COUR D'APPEL DE RIOM 2ème Chambre
ARRET N AFFAIRE N : 03/02630 ARRÊT RENDU LE vingt cinq Janvier deux mille cinq JAF, origine Tribunal de Grande Instance de CLERMONT-FERRAND, décision attaquée en date du 07 Août 2003, enregistrée sous le n 02/4419 ENTRE : M.X APPELANT ET : Mme X... INTIMEE Y... : Après avoir entendu, en application des dispositions des articles 786 et 910 du Nouveau Code de Procédure Civile, à l'audience du 06 Décembre 2004, hors la présence du public, sans opposition de leur part, le Conseiller ayant présenté un rapport, les avocats des parties en leurs plaidoiries, les Magistrats chargés du rapport en ont rendu compte à la Cour dans son délibéré et à l'audience publique de ce jour, indiquée par les magistrats rapporteurs, le Président a prononcé publiquement l'arrêt suivant :
EXPOSE DU LITIGE Du mariage entre Z... et X... sont issus deux enfants: Roxanne, née le 15/03/1990 et Alexiane, née le 25/11/1992. Par jugement rendu le 13 octobre 1998, le juge aux affaires familiales du Tribunal de Grande Instance de Clermont-Ferrand a, sur leur requête conjointe, prononcé le divorce des époux A..., confié l'exercice de l'autorité parentale conjointement aux deux parents, fixé la résidence des enfants chez la mère, organisé un doit de visite et d'hébergement du père et fixé sa part contributive à l'entretien et l'éducation des enfants à 609.80 euros par mois.
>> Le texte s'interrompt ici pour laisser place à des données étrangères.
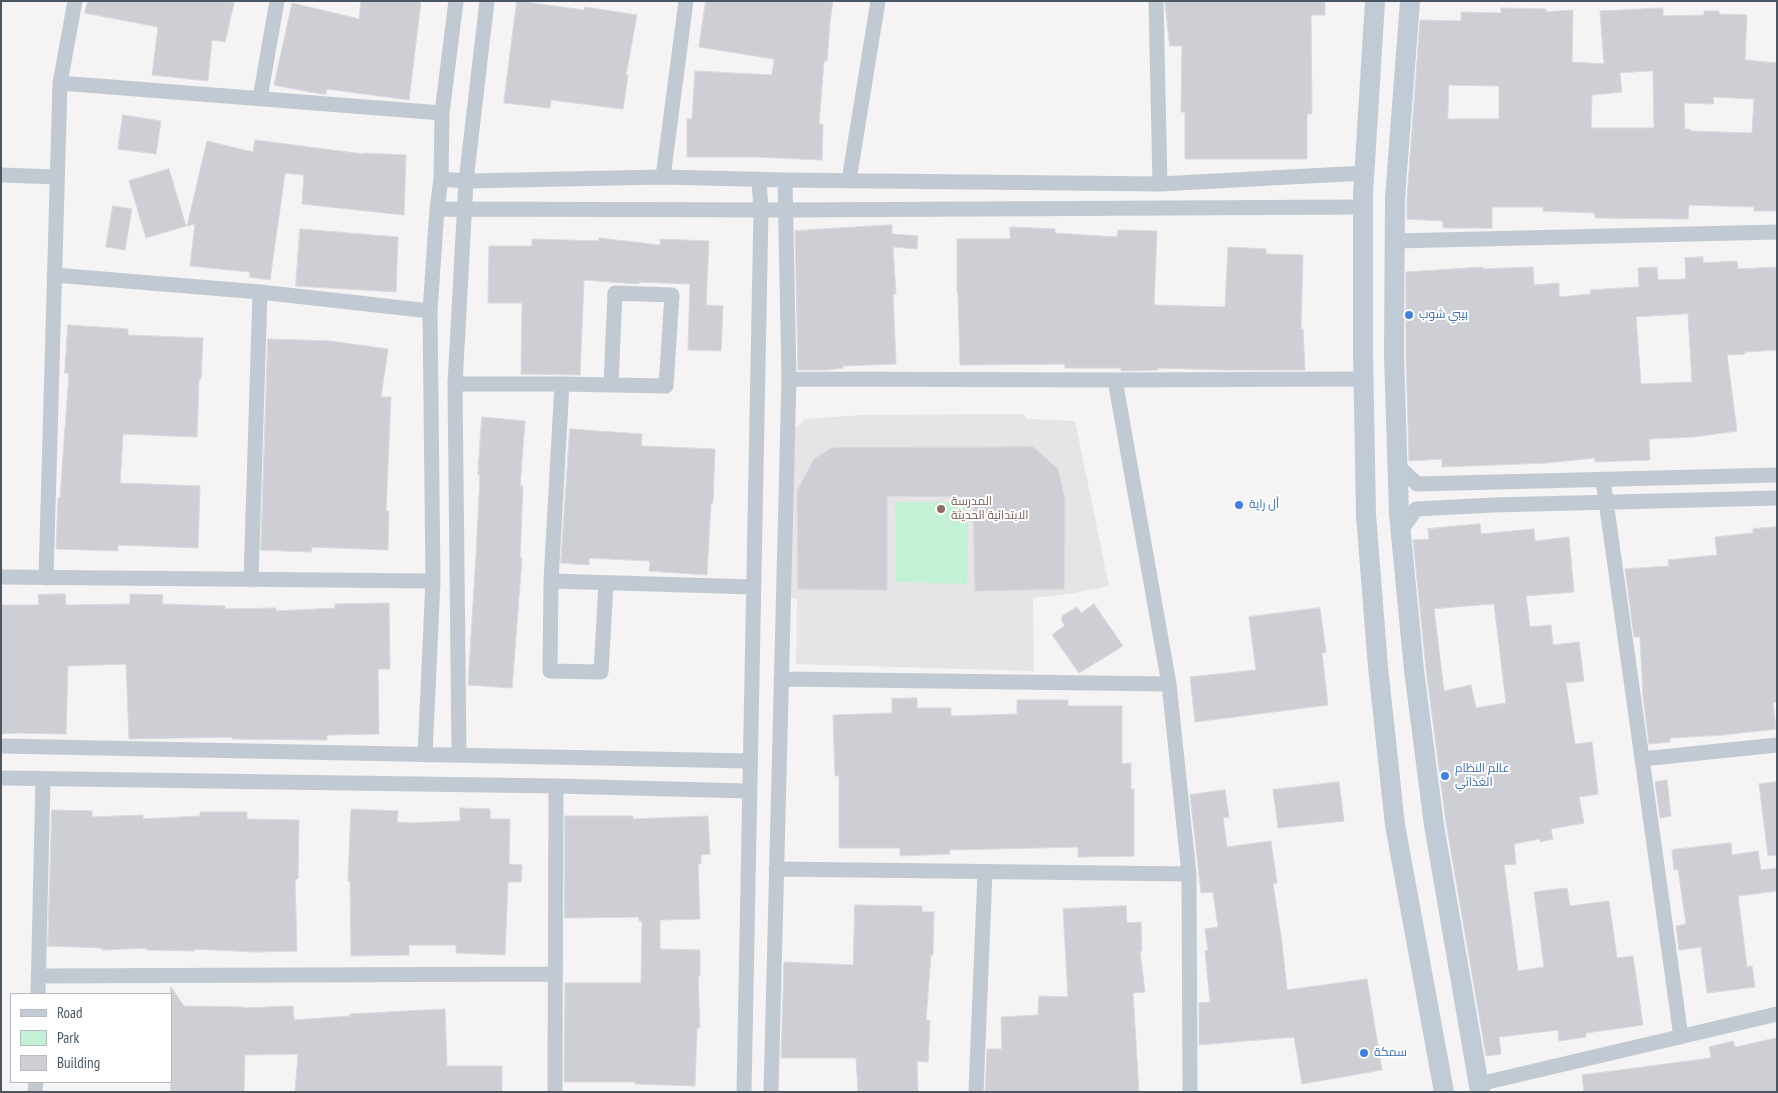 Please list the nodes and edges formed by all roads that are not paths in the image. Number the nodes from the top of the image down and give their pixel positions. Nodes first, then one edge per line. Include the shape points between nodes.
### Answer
1 (75, 1) edge
2 (277, 1) edge
3 (456, 1) edge
4 (487, 1) edge
5 (686, 1) edge
6 (878, 1) edge
7 (1156, 1) edge
8 (1375, 1) edge
9 (1410, 1) edge
10 (60, 83) junction
11 (260, 98) junction
12 (442, 113) junction
13 (1364, 173) junction
14 (1, 175) edge
15 (57, 177) junction
16 (663, 177) junction
17 (441, 179) junction
18 (759, 180) junction
19 (785, 180) junction
20 (849, 180) junction
21 (466, 181) junction
22 (1160, 184) junction
23 (1363, 207) junction
24 (437, 209) junction
25 (465, 209) junction
26 (761, 210) junction
27 (786, 210) junction
28 (1777, 232) edge
29 (1395, 241) junction
30 (54, 275) junction
31 (260, 292) junction
32 (430, 311) junction
33 (789, 379) junction
34 (1364, 379) junction
35 (1116, 380) junction
36 (455, 384) junction
37 (562, 384) junction
38 (611, 384) junction
39 (1397, 465) junction
40 (1777, 475) edge
41 (1603, 480) junction
42 (1777, 498) edge
43 (1606, 502) junction
44 (1400, 532) junction
45 (1, 577) edge
46 (46, 578) junction
47 (251, 580) junction
48 (433, 581) junction
49 (552, 581) junction
50 (606, 583) junction
51 (753, 587) junction
52 (781, 679) junction
53 (1169, 684) junction
54 (1777, 745) edge
55 (1, 746) edge
56 (425, 755) junction
57 (459, 755) junction
58 (1642, 758) junction
59 (749, 761) junction
60 (1, 778) edge
61 (43, 779) junction
62 (556, 786) junction
63 (748, 791) junction
64 (776, 869) junction
65 (985, 872) junction
66 (1189, 874) junction
67 (556, 974) junction
68 (38, 976) junction
69 (38, 993) edge
70 (1777, 1014) edge
71 (1681, 1037) junction
72 (1480, 1088) edge
73 (555, 1092) edge
74 (744, 1092) edge
75 (770, 1092) edge
76 (976, 1092) edge
77 (1190, 1092) edge
78 (1444, 1092) edge

1 - 10 street
2 - 11 street
3 - 12 street
4 - 21 street
5 - 16 street
6 - 20 street
7 - 22 street
8 - 13 main road
9 - 29 main road via 1395,198
10 - 11 street
10 - 15 street
11 - 12 street
12 - 17 street
13 - 22 street
13 - 23 main road
14 - 15 street
15 - 30 street
16 - 18 street
16 - 21 street
17 - 21 street
17 - 24 street
18 - 19 street
18 - 26 street
19 - 20 street
19 - 27 street
20 - 22 street
21 - 25 street
23 - 27 street
23 - 34 main road
24 - 25 street
24 - 32 street
25 - 26 street
25 - 36 street
26 - 27 street
26 - 51 street
27 - 33 street
28 - 29 street
29 - 39 main road
30 - 31 street
30 - 46 street
31 - 32 street
31 - 47 street
32 - 48 street
33 - 35 street
33 - 52 street
34 - 35 street
34 - 78 main road via 1366,515 1394,815
35 - 53 street
36 - 37 street
36 - 57 street
37 - 38 street
37 - 49 street
38 - 38 street via 666,386 672,295 616,293
39 - 41 street via 1417,484
39 - 44 main road
40 - 41 street
41 - 43 street
42 - 43 street
43 - 44 street via 1416,509
43 - 58 street
44 - 72 main road via 1434,824
45 - 46 street
46 - 47 street
47 - 48 street
48 - 56 street
49 - 50 street
49 - 50 street via 550,671 576,672 601,672
50 - 51 street
51 - 59 street
52 - 53 street
52 - 64 street
53 - 66 street
54 - 58 street
55 - 56 street
56 - 57 street
57 - 59 street
58 - 71 street
59 - 63 street
60 - 61 street
61 - 62 street
61 - 68 street
62 - 63 street
62 - 67 street
63 - 74 street
64 - 65 street
64 - 75 street
65 - 66 street
65 - 76 street
66 - 77 street
67 - 68 street
67 - 73 street
68 - 69 street
70 - 71 street
71 - 72 street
Par ordonnance de référé du 11 juillet 2001, il a été fait interdiction à X... de quitter le territoire national avec les deux enfants jusqu'au 30 juin 2002, sauf accord exprès du père; Par ordonnance de référé du 12 juin 2002, X... a été autorisée à faire établir des passeports au profit des enfants; MadameY est partie vivre en Tha'lande avec ses filles et Monsieur Z... a saisi le Juge aux affaires familiales du Tribunal de grande Instance de CLERMONT-FERRAND le 13 décembre 2003 : par
ordonnance en date du 7 août 2003, le juge aux affaires familiales du Tribunal de Grande Instance de Clermont-Ferrand a débouté Z... de sa demande de transfert de la résidence habituelle des enfants ainsi que de sa demande en suppression de pension alimentaire; Par déclaration régulière en date du15 septembre 2003, Z... a interjeté appel de cette décision. Dans ses conclusions en date du 13 janvier 2004, l'appelant expose que Madame X... a obtenu l'autorisation d'établir des passeports pour un séjour limité aux vacances en Turquie, que le Juge aux affaires familiales avait été particulièrement explicite sur la portée de l'autorisation, que son ex épouse a donc trompé la religion du Tribunal alors même qu'elle préparait son départ de longue date, qu'il ne souscrit pas à son projet de vie qui est imposé aux enfants mineurs , que le suivi de la scolarité reste une préoccupation et que la scolarité par le biais du CNED est un leurre ; il n'y a aucune garantie dans le suivi et dans le contrôle des connaissances ; il ne sait rien de la façon, dont vit la mère ni d'ailleurs avec qui elle vit et elle est particulièrement discrète sur ses revenus et charges ; contrairement à ce qu'a écrit le premier juge, ce n'est pas un ressentiment à l'égard des son ex-épouse qui l'anime puisqu'il partage sa vie avec Madame B... depuis des années . Il a été sans nouvelle de ses enfants pendant plusieurs semaines et a du prendre contact avec l'ambassade pour connaître l'adresse de la mère et reprendre contact ; l'éloignement géographique n'est pas motivé par des motifs raisonnables et contrarie de manière sérieuse et durable ses contacts avec ses enfants ; le coût pour aller voir ses enfants en Tha'lande est démesuré , il a du contracter un emprunt pour aller voir ses filles en Tha'lande ; Il estime que Madame X... ne rapporte pas la preuve d'un quelconque harcèlement de sa part ; Ainsi il subit de façon néfaste l'égo'sme de l'intéressée ; Il demande à la Cour : .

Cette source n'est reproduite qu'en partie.